• Your assignment: Copy each line below that contains "Cities".

── Given data

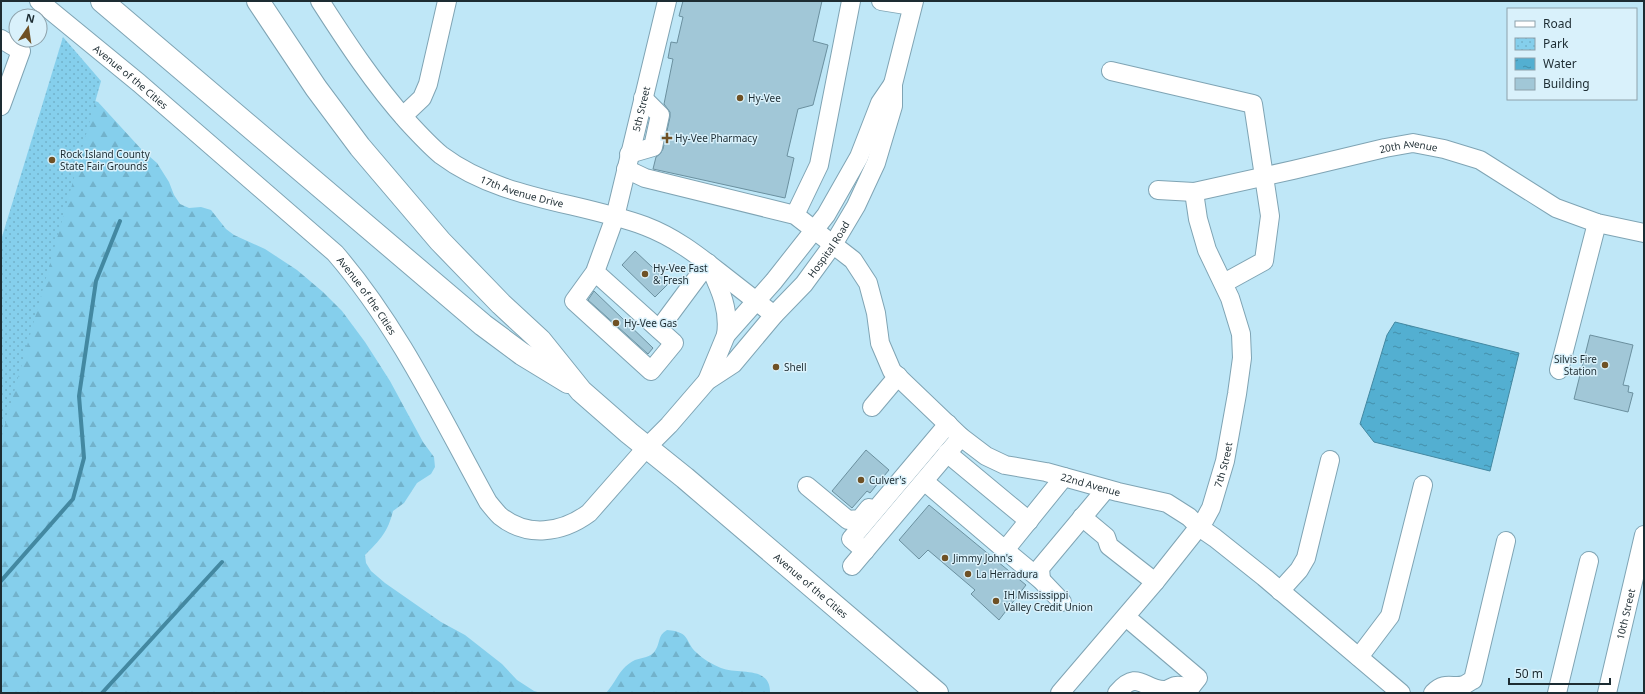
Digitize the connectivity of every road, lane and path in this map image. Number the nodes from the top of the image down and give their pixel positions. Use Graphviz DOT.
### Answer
graph roads {
  1 [pos="39,1"];
  2 [pos="102,1"];
  3 [pos="124,1"];
  4 [pos="258,1"];
  5 [pos="320,1"];
  6 [pos="447,1"];
  7 [pos="667,1"];
  8 [pos="851,1"];
  9 [pos="881,1"];
  10 [pos="913,3"];
  11 [pos="1,39"];
  12 [pos="1111,71"];
  13 [pos="6,73"];
  14 [pos="893,84"];
  15 [pos="1,106"];
  16 [pos="403,116"];
  17 [pos="259,134"];
  18 [pos="628,162"];
  19 [pos="1264,176"];
  20 [pos="1158,190"];
  21 [pos="1194,192"];
  22 [pos="795,215"];
  23 [pos="615,216"];
  24 [pos="1597,223"];
  25 [pos="816,230"];
  26 [pos="1644,233"];
  27 [pos="834,244"];
  28 [pos="708,263"];
  29 [pos="595,272"];
  30 [pos="1224,283"];
  31 [pos="756,301"];
  32 [pos="774,315"];
  33 [pos="659,329"];
  34 [pos="726,335"];
  35 [pos="1559,370"];
  36 [pos="898,376"];
  37 [pos="707,381"];
  38 [pos="582,390"];
  39 [pos="872,407"];
  40 [pos="948,424"];
  41 [pos="961,437"];
  42 [pos="647,447"];
  43 [pos="926,450"];
  44 [pos="947,453"];
  45 [pos="1330,460"];
  46 [pos="1064,477"];
  47 [pos="924,481"];
  48 [pos="1423,485"];
  49 [pos="806,486"];
  50 [pos="1106,489"];
  51 [pos="709,498"];
  52 [pos="1082,517"];
  53 [pos="1029,520"];
  54 [pos="1199,527"];
  55 [pos="1644,535"];
  56 [pos="1506,541"];
  57 [pos="865,550"];
  58 [pos="1004,550"];
  59 [pos="1589,561"];
  60 [pos="852,566"];
  61 [pos="1041,580"];
  62 [pos="1155,582"];
  63 [pos="1280,591"];
  64 [pos="1062,602"];
  65 [pos="1126,616"];
  66 [pos="853,621"];
  67 [pos="1359,657"];
  68 [pos="1189,690"];
  69 [pos="937,693"];
  70 [pos="1060,693"];
  71 [pos="1117,693"];
  72 [pos="1401,693"];
  73 [pos="1433,693"];
  74 [pos="1557,693"];
  75 [pos="1606,693"];
  1 -- 42 [label="street, Avenue of the Cities"];
  2 -- 17 [label="main road, Avenue of the Cities"];
  3 -- 17 [label="main road, Avenue of the Cities"];
  4 -- 38 [label="main road, Avenue of the Cities"];
  5 -- 16 [label="street, 17th Avenue Drive"];
  6 -- 16 [label="street"];
  7 -- 18 [label="street, 5th Street"];
  8 -- 22 [label="street"];
  9 -- 10 [label="street"];
  10 -- 14 [label="street, Hospital Road"];
  11 -- 13 [label="street"];
  12 -- 19 [label="street"];
  13 -- 15 [label="street"];
  14 -- 25 [label="street, Hospital Road"];
  14 -- 27 [label="street, Hospital Road"];
  16 -- 23 [label="street, 17th Avenue Drive"];
  17 -- 38 [label="main road, Avenue of the Cities"];
  18 -- 22 [label="street"];
  18 -- 23 [label="street, 5th Street"];
  19 -- 21 [label="street, 20th Avenue"];
  19 -- 24 [label="street, 20th Avenue"];
  19 -- 30 [label="street"];
  20 -- 21 [label="street, 20th Avenue"];
  21 -- 30 [label="street, 7th Street"];
  22 -- 25 [label="street, 22nd Avenue"];
  23 -- 28 [label="street, 17th Avenue Drive"];
  23 -- 29 [label="street, 5th Street"];
  24 -- 26 [label="street, 20th Avenue"];
  24 -- 35 [label="street"];
  25 -- 27 [label="street, 22nd Avenue"];
  25 -- 31 [label="street, Hospital Road"];
  27 -- 32 [label="street, Hospital Road"];
  27 -- 36 [label="street, 22nd Avenue"];
  28 -- 31 [label="street, 17th Avenue Drive"];
  28 -- 33 [label="street"];
  28 -- 34 [label="street"];
  29 -- 33 [label="street"];
  29 -- 33 [label="street, 5th Street"];
  30 -- 54 [label="street, 7th Street"];
  31 -- 32 [label="street, 17th Avenue Drive"];
  31 -- 34 [label="street, Hospital Road"];
  32 -- 37 [label="street, Hospital Road"];
  34 -- 37 [label="street, Hospital Road"];
  36 -- 39 [label="street"];
  36 -- 40 [label="street, 22nd Avenue"];
  37 -- 42 [label="street, Hospital Road"];
  38 -- 42 [label="main road, Avenue of the Cities"];
  40 -- 41 [label="street, 22nd Avenue"];
  40 -- 43 [label="street"];
  41 -- 44 [label="street"];
  41 -- 46 [label="street, 22nd Avenue"];
  42 -- 51 [label="main road, Avenue of the Cities"];
  43 -- 49 [label="street"];
  43 -- 57 [label="street"];
  44 -- 47 [label="street"];
  44 -- 53 [label="street"];
  45 -- 63 [label="street"];
  46 -- 50 [label="street, 22nd Avenue"];
  46 -- 53 [label="street"];
  47 -- 57 [label="street"];
  47 -- 58 [label="street"];
  48 -- 67 [label="street"];
  50 -- 52 [label="street"];
  50 -- 54 [label="street, 22nd Avenue"];
  51 -- 66 [label="main road, Avenue of the Cities"];
  51 -- 69 [label="main road, Avenue of the Cities"];
  52 -- 61 [label="street"];
  52 -- 62 [label="street"];
  53 -- 58 [label="street"];
  54 -- 62 [label="street, 7th Street"];
  54 -- 63 [label="street, 22nd Avenue"];
  55 -- 75 [label="street, 10th Street"];
  56 -- 73 [label="street"];
  57 -- 60 [label="street"];
  58 -- 61 [label="street"];
  59 -- 74 [label="street"];
  61 -- 64 [label="street"];
  62 -- 65 [label="street, 7th Street"];
  63 -- 67 [label="street, 22nd Avenue"];
  65 -- 68 [label="street"];
  65 -- 70 [label="street, 7th Street"];
  67 -- 72 [label="street, 22nd Avenue"];
  68 -- 71 [label="street"];
}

────

• Result:
  1 -- 42 [label="street, Avenue of the Cities"];
  2 -- 17 [label="main road, Avenue of the Cities"];
  3 -- 17 [label="main road, Avenue of the Cities"];
  4 -- 38 [label="main road, Avenue of the Cities"];
  17 -- 38 [label="main road, Avenue of the Cities"];
  38 -- 42 [label="main road, Avenue of the Cities"];
  42 -- 51 [label="main road, Avenue of the Cities"];
  51 -- 66 [label="main road, Avenue of the Cities"];
  51 -- 69 [label="main road, Avenue of the Cities"];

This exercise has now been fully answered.